The social-realist painter who documented Depression-era America with a hidden camera

Ben Shahn was born on September 12, 1898, in Kovno, then part of the Russian Empire and now the Lithuanian city of Kaunas, into a Jewish family. His father, suspected of revolutionary activity, was exiled to Siberia, and in 1906 the family emigrated to the United States, reuniting in the Williamsburg section of Brooklyn, New York. As a teenager Shahn was apprenticed to a commercial lithographer, a trade that gave him a lifelong feeling for line, lettering, and the printed image.

Shahn studied briefly at New York University and City College before enrolling at the National Academy of Design. In the 1920s he traveled twice through Europe and North Africa, absorbing the work of the old masters and of modern painters, but he came to reject pure aesthetic abstraction in favor of an art rooted in social and political life. His breakthrough came with a series of twenty-three gouaches, "The Passion of Sacco and Vanzetti," painted in 1931-32 in response to the controversial execution of the two Italian-American anarchists; exhibited in 1932, the series made his reputation as a leading American social realist.

In 1933 Shahn assisted the Mexican muralist Diego Rivera on the ill-fated mural for Rockefeller Center in New York, an experience that deepened his commitment to public, politically engaged art. Two years later, in 1935, on the recommendation of his friend Walker Evans, Shahn joined the photographic unit of the Resettlement Administration—soon reorganized as the Farm Security Administration (FSA)—directed by Roy Stryker in Washington.

Between 1935 and 1938 Shahn traveled through the American South and Midwest making documentary photographs of Depression conditions: cotton pickers in Arkansas, miners' families at Scott's Run in West Virginia, a medicine show in Tennessee, and the main streets, county fairs, and amusement parks of small-town Ohio.
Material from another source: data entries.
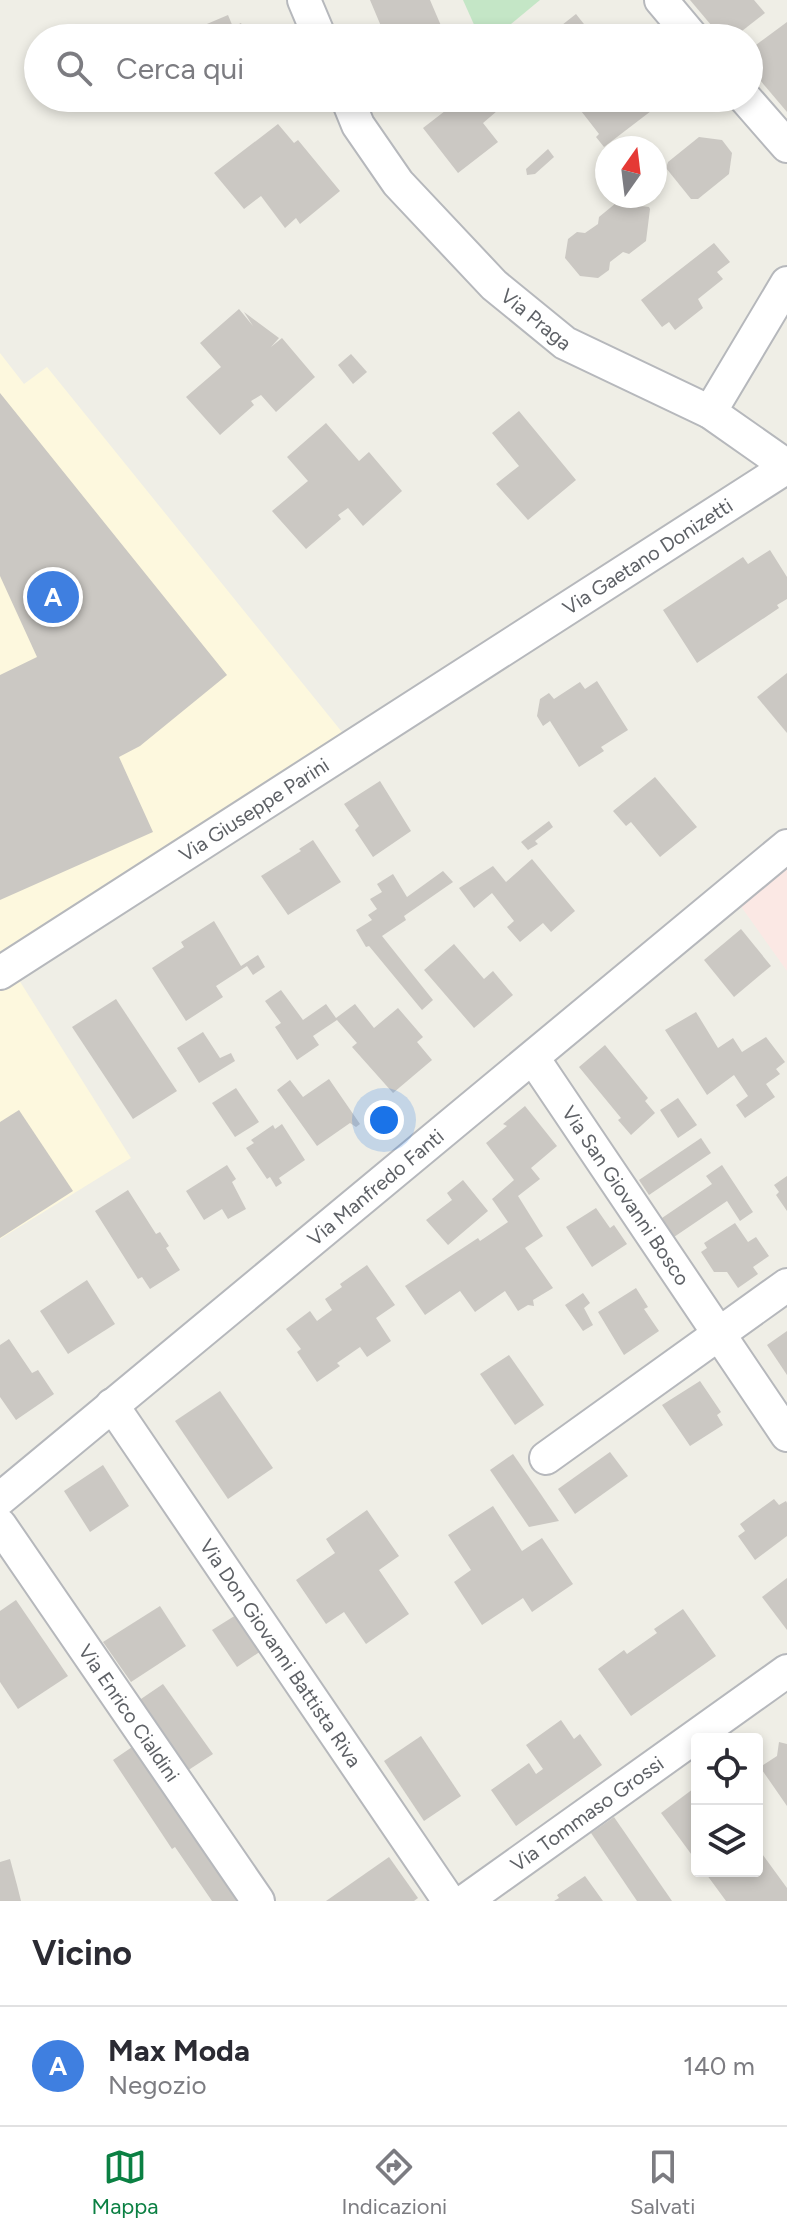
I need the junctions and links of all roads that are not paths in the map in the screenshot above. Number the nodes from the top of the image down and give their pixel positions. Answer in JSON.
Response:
{"nodes":[{"id":1,"x":304,"y":0,"type":"edge"},
{"id":2,"x":661,"y":0,"type":"edge"},
{"id":3,"x":314,"y":24,"type":"edge"},
{"id":4,"x":681,"y":24,"type":"edge"},
{"id":5,"x":353,"y":112,"type":"edge"},
{"id":6,"x":757,"y":112,"type":"edge"},
{"id":7,"x":787,"y":146,"type":"edge"},
{"id":8,"x":787,"y":283,"type":"edge"},
{"id":9,"x":710,"y":412,"type":"junction"},
{"id":10,"x":787,"y":466,"type":"edge"},
{"id":11,"x":508,"y":647,"type":"joint"},
{"id":12,"x":787,"y":846,"type":"edge"},
{"id":13,"x":0,"y":973,"type":"edge"},
{"id":14,"x":533,"y":1058,"type":"junction"},
{"id":15,"x":787,"y":1285,"type":"edge"},
{"id":16,"x":719,"y":1332,"type":"junction"},
{"id":17,"x":112,"y":1405,"type":"junction"},
{"id":18,"x":787,"y":1435,"type":"edge"},
{"id":19,"x":546,"y":1458,"type":"dead end"},
{"id":20,"x":0,"y":1499,"type":"edge"},
{"id":21,"x":0,"y":1525,"type":"edge"},
{"id":22,"x":787,"y":1671,"type":"edge"},
{"id":23,"x":258,"y":1901,"type":"edge"},
{"id":24,"x":449,"y":1901,"type":"edge"},
{"id":25,"x":465,"y":1901,"type":"edge"}],
"edges":[{"from":1,"to":3,"type":"street"},
{"from":2,"to":4,"type":"street"},
{"from":5,"to":9,"type":"street","name":"Via Praga"},
{"from":6,"to":7,"type":"street"},
{"from":8,"to":9,"type":"street"},
{"from":9,"to":10,"type":"street","name":"Via Praga"},
{"from":10,"to":11,"type":"street","name":"Via Gaetano Donizetti"},
{"from":11,"to":13,"type":"street","name":"Via Giuseppe Parini"},
{"from":12,"to":14,"type":"street","name":"Via Manfredo Fanti"},
{"from":14,"to":16,"type":"street","name":"Via San Giovanni Bosco"},
{"from":14,"to":17,"type":"street","name":"Via Manfredo Fanti"},
{"from":15,"to":16,"type":"street"},
{"from":16,"to":18,"type":"street","name":"Via San Giovanni Bosco"},
{"from":16,"to":19,"type":"street"},
{"from":17,"to":20,"type":"street","name":"Via Manfredo Fanti"},
{"from":17,"to":24,"type":"street","name":"Via Don Giovanni Battista Riva"},
{"from":21,"to":23,"type":"street","name":"Via Enrico Cialdini"},
{"from":22,"to":25,"type":"street","name":"Via Tommaso Grossi"}]}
He worked with a 35mm Leica fitted with a right-angle viewfinder, a device that let him aim the lens to one side and photograph people candidly, without their awareness. Although his time in Stryker's unit was relatively brief, his roughly six thousand negatives became one of the most distinctive bodies of work in the FSA file.

Shahn's federal work was not limited to the camera. He designed posters and painted murals for New Deal agencies, including a fresco for the planned community at Jersey Homesteads (later Roosevelt), New Jersey, completed in 1938; murals for the Bronx Central Annex Post Office in 1939; and a mural for the Social Security Building in Washington in 1942. During World War II he produced graphics for the Office of War Information and the Congress of Industrial Organizations.

In the postwar decades Shahn was celebrated as a painter, printmaker, and graphic artist. The Museum of Modern Art gave him a retrospective in 1947, and in 1954 he represented the United States at the Venice Biennale alongside Willem de Kooning. He served as the Charles Eliot Norton Professor at Harvard in 1956-57, lectures published as the influential book "The Shape of Content." Ben Shahn died on March 14, 1969, in New York City, at the age of seventy.

"I hate injustice; I guess that's about the only thing I really do hate."